(Stored data entries)
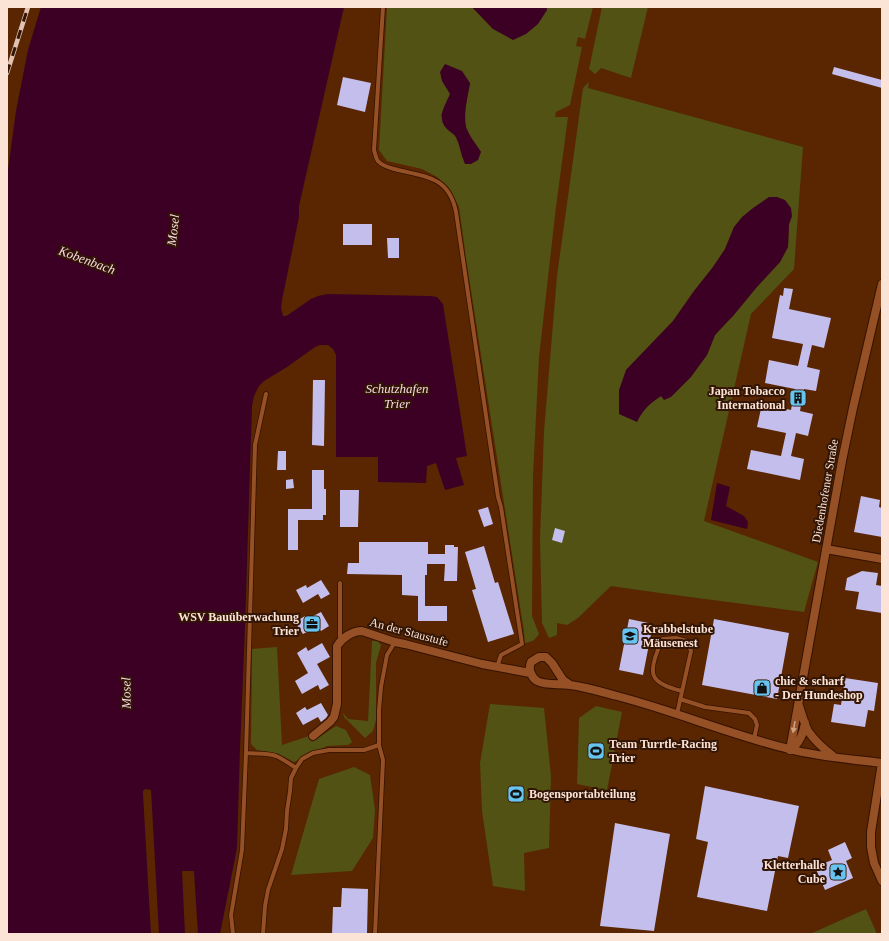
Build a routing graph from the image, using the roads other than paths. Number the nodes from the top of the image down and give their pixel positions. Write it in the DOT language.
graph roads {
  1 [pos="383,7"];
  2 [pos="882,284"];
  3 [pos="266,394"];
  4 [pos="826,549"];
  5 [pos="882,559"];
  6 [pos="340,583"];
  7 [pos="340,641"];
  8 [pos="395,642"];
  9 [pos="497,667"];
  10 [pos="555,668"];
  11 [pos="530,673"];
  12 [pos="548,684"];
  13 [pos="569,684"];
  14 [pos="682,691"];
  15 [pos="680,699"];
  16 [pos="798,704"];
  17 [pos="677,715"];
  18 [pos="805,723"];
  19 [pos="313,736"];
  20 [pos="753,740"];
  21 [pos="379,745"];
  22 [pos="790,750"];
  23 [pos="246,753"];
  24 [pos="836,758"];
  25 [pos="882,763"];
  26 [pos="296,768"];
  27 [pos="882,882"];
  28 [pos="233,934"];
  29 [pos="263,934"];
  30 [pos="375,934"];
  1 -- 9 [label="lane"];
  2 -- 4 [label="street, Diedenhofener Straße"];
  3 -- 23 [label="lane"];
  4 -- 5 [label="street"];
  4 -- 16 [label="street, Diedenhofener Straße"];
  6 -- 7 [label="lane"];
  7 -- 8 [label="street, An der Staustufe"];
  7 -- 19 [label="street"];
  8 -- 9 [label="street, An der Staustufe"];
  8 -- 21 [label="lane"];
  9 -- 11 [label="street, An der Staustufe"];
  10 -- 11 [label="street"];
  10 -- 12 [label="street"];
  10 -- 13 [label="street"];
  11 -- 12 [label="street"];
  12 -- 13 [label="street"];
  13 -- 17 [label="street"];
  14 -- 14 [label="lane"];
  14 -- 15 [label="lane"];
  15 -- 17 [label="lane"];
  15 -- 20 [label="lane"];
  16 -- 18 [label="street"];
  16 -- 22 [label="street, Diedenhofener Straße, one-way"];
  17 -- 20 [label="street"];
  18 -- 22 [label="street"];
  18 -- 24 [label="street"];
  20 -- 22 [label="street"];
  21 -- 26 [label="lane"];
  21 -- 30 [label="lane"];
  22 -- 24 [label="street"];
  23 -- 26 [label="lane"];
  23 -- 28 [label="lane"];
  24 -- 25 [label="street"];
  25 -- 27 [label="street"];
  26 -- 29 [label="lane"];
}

§ WHAT YOU SHOULD DO
Each line of the data above should be reproduced without alteration, and no picture should appear in the copy.

§ ANSWER BOX
Build a routing graph from the image, using the roads other than paths. Number the nodes from the top of the image down and give their pixel positions. Write it in the DOT language.
graph roads {
  1 [pos="383,7"];
  2 [pos="882,284"];
  3 [pos="266,394"];
  4 [pos="826,549"];
  5 [pos="882,559"];
  6 [pos="340,583"];
  7 [pos="340,641"];
  8 [pos="395,642"];
  9 [pos="497,667"];
  10 [pos="555,668"];
  11 [pos="530,673"];
  12 [pos="548,684"];
  13 [pos="569,684"];
  14 [pos="682,691"];
  15 [pos="680,699"];
  16 [pos="798,704"];
  17 [pos="677,715"];
  18 [pos="805,723"];
  19 [pos="313,736"];
  20 [pos="753,740"];
  21 [pos="379,745"];
  22 [pos="790,750"];
  23 [pos="246,753"];
  24 [pos="836,758"];
  25 [pos="882,763"];
  26 [pos="296,768"];
  27 [pos="882,882"];
  28 [pos="233,934"];
  29 [pos="263,934"];
  30 [pos="375,934"];
  1 -- 9 [label="lane"];
  2 -- 4 [label="street, Diedenhofener Straße"];
  3 -- 23 [label="lane"];
  4 -- 5 [label="street"];
  4 -- 16 [label="street, Diedenhofener Straße"];
  6 -- 7 [label="lane"];
  7 -- 8 [label="street, An der Staustufe"];
  7 -- 19 [label="street"];
  8 -- 9 [label="street, An der Staustufe"];
  8 -- 21 [label="lane"];
  9 -- 11 [label="street, An der Staustufe"];
  10 -- 11 [label="street"];
  10 -- 12 [label="street"];
  10 -- 13 [label="street"];
  11 -- 12 [label="street"];
  12 -- 13 [label="street"];
  13 -- 17 [label="street"];
  14 -- 14 [label="lane"];
  14 -- 15 [label="lane"];
  15 -- 17 [label="lane"];
  15 -- 20 [label="lane"];
  16 -- 18 [label="street"];
  16 -- 22 [label="street, Diedenhofener Straße, one-way"];
  17 -- 20 [label="street"];
  18 -- 22 [label="street"];
  18 -- 24 [label="street"];
  20 -- 22 [label="street"];
  21 -- 26 [label="lane"];
  21 -- 30 [label="lane"];
  22 -- 24 [label="street"];
  23 -- 26 [label="lane"];
  23 -- 28 [label="lane"];
  24 -- 25 [label="street"];
  25 -- 27 [label="street"];
  26 -- 29 [label="lane"];
}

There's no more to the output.